----- Data records -----

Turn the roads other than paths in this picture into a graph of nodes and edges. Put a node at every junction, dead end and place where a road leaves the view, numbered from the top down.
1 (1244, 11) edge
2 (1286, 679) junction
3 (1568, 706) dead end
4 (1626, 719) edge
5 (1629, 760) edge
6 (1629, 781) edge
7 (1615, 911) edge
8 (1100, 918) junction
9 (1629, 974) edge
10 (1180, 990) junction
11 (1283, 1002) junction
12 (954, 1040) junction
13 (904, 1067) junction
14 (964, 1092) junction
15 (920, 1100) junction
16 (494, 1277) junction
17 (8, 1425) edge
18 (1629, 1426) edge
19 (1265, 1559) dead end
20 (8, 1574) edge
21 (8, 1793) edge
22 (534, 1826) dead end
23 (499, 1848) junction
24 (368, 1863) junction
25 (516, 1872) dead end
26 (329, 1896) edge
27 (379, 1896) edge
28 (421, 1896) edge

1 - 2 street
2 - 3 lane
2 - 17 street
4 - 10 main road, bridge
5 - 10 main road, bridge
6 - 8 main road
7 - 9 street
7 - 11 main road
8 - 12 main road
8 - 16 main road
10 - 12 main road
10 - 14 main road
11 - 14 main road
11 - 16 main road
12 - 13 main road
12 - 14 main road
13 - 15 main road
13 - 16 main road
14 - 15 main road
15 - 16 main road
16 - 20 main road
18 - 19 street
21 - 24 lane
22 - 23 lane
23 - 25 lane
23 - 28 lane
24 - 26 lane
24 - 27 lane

-----

Task goal:
Please repeat the material exactly as it appears above.

Reply to the exercise:
Turn the roads other than paths in this picture into a graph of nodes and edges. Put a node at every junction, dead end and place where a road leaves the view, numbered from the top down.
1 (1244, 11) edge
2 (1286, 679) junction
3 (1568, 706) dead end
4 (1626, 719) edge
5 (1629, 760) edge
6 (1629, 781) edge
7 (1615, 911) edge
8 (1100, 918) junction
9 (1629, 974) edge
10 (1180, 990) junction
11 (1283, 1002) junction
12 (954, 1040) junction
13 (904, 1067) junction
14 (964, 1092) junction
15 (920, 1100) junction
16 (494, 1277) junction
17 (8, 1425) edge
18 (1629, 1426) edge
19 (1265, 1559) dead end
20 (8, 1574) edge
21 (8, 1793) edge
22 (534, 1826) dead end
23 (499, 1848) junction
24 (368, 1863) junction
25 (516, 1872) dead end
26 (329, 1896) edge
27 (379, 1896) edge
28 (421, 1896) edge

1 - 2 street
2 - 3 lane
2 - 17 street
4 - 10 main road, bridge
5 - 10 main road, bridge
6 - 8 main road
7 - 9 street
7 - 11 main road
8 - 12 main road
8 - 16 main road
10 - 12 main road
10 - 14 main road
11 - 14 main road
11 - 16 main road
12 - 13 main road
12 - 14 main road
13 - 15 main road
13 - 16 main road
14 - 15 main road
15 - 16 main road
16 - 20 main road
18 - 19 street
21 - 24 lane
22 - 23 lane
23 - 25 lane
23 - 28 lane
24 - 26 lane
24 - 27 lane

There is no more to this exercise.